Go through the listing below and return every line exactly.

○ ○ ○ ○ ○

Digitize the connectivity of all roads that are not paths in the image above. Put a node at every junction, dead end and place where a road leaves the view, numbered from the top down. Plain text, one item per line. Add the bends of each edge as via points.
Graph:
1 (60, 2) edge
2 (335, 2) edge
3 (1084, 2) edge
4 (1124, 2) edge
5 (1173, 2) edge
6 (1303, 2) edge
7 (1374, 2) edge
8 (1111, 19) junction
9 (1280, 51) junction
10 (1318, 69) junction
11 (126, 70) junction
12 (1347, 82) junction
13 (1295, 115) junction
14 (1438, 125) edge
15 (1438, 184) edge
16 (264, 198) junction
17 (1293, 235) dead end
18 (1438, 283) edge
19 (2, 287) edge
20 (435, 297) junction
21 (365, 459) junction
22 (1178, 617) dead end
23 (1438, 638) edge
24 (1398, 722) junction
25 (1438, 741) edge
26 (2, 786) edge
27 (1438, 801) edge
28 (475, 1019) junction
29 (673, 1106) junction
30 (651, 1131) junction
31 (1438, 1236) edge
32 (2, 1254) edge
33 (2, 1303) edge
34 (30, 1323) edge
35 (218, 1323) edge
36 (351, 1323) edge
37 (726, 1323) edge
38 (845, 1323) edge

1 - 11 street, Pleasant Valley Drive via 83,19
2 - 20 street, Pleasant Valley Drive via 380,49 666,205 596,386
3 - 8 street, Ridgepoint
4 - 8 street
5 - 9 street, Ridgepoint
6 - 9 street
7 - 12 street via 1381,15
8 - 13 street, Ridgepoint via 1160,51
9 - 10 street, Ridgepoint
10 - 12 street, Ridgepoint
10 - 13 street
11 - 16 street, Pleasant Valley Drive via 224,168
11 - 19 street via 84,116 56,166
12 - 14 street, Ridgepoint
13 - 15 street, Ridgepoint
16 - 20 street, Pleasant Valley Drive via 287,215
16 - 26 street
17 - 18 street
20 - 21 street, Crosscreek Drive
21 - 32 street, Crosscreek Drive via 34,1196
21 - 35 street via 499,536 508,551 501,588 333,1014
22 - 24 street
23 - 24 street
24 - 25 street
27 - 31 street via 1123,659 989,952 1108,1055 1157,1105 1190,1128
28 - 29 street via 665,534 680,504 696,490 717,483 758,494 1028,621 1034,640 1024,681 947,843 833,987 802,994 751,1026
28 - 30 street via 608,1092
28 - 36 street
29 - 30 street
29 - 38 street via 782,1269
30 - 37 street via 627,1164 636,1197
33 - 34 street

○ ○ ○ ○ ○

EXERCISE OUTPUT ▸
Digitize the connectivity of all roads that are not paths in the image above. Put a node at every junction, dead end and place where a road leaves the view, numbered from the top down. Plain text, one item per line. Add the bends of each edge as via points.
Graph:
1 (60, 2) edge
2 (335, 2) edge
3 (1084, 2) edge
4 (1124, 2) edge
5 (1173, 2) edge
6 (1303, 2) edge
7 (1374, 2) edge
8 (1111, 19) junction
9 (1280, 51) junction
10 (1318, 69) junction
11 (126, 70) junction
12 (1347, 82) junction
13 (1295, 115) junction
14 (1438, 125) edge
15 (1438, 184) edge
16 (264, 198) junction
17 (1293, 235) dead end
18 (1438, 283) edge
19 (2, 287) edge
20 (435, 297) junction
21 (365, 459) junction
22 (1178, 617) dead end
23 (1438, 638) edge
24 (1398, 722) junction
25 (1438, 741) edge
26 (2, 786) edge
27 (1438, 801) edge
28 (475, 1019) junction
29 (673, 1106) junction
30 (651, 1131) junction
31 (1438, 1236) edge
32 (2, 1254) edge
33 (2, 1303) edge
34 (30, 1323) edge
35 (218, 1323) edge
36 (351, 1323) edge
37 (726, 1323) edge
38 (845, 1323) edge

1 - 11 street, Pleasant Valley Drive via 83,19
2 - 20 street, Pleasant Valley Drive via 380,49 666,205 596,386
3 - 8 street, Ridgepoint
4 - 8 street
5 - 9 street, Ridgepoint
6 - 9 street
7 - 12 street via 1381,15
8 - 13 street, Ridgepoint via 1160,51
9 - 10 street, Ridgepoint
10 - 12 street, Ridgepoint
10 - 13 street
11 - 16 street, Pleasant Valley Drive via 224,168
11 - 19 street via 84,116 56,166
12 - 14 street, Ridgepoint
13 - 15 street, Ridgepoint
16 - 20 street, Pleasant Valley Drive via 287,215
16 - 26 street
17 - 18 street
20 - 21 street, Crosscreek Drive
21 - 32 street, Crosscreek Drive via 34,1196
21 - 35 street via 499,536 508,551 501,588 333,1014
22 - 24 street
23 - 24 street
24 - 25 street
27 - 31 street via 1123,659 989,952 1108,1055 1157,1105 1190,1128
28 - 29 street via 665,534 680,504 696,490 717,483 758,494 1028,621 1034,640 1024,681 947,843 833,987 802,994 751,1026
28 - 30 street via 608,1092
28 - 36 street
29 - 30 street
29 - 38 street via 782,1269
30 - 37 street via 627,1164 636,1197
33 - 34 street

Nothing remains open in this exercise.